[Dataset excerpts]
=====
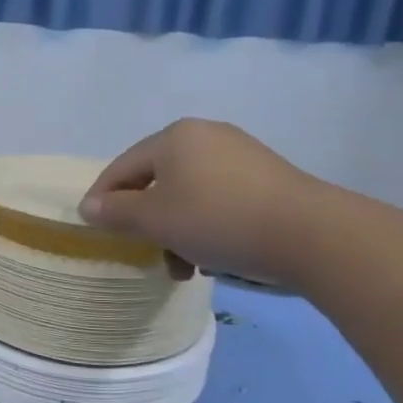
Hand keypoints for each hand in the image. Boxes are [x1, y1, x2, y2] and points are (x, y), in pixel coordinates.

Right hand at [80, 118, 342, 287]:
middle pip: (156, 181)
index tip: (95, 230)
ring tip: (185, 266)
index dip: (103, 199)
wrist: (313, 235)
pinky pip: (219, 200)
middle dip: (147, 222)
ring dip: (177, 231)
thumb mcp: (155, 220)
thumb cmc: (218, 220)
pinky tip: (215, 256)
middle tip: (145, 252)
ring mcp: (241, 155)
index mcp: (174, 137)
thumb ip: (116, 212)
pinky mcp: (268, 179)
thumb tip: (89, 206)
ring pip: (188, 195)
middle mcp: (206, 136)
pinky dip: (207, 226)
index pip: (122, 167)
=====
## Prompt
Every record must be transcribed faithfully, with no picture carried over.

## Answer for this exercise
Hand keypoints for each hand in the image. Boxes are [x1, y1, x2, y2] and points are (x, y), in pixel coordinates.

Right hand at [80, 118, 342, 287]:
middle pip: (156, 181)
index tip: (95, 230)
ring tip: (185, 266)
index dip: (103, 199)
wrist: (313, 235)
pinky pip: (219, 200)
middle dip: (147, 222)
ring dip: (177, 231)
thumb mcp: (155, 220)
thumb cmc: (218, 220)
pinky tip: (215, 256)
middle tip: (145, 252)
ring mcp: (241, 155)
index mcp: (174, 137)
thumb ip: (116, 212)
pinky mcp: (268, 179)
thumb tip: (89, 206)
ring pip: (188, 195)
middle mcp: (206, 136)
pinky dip: (207, 226)
index pip: (122, 167)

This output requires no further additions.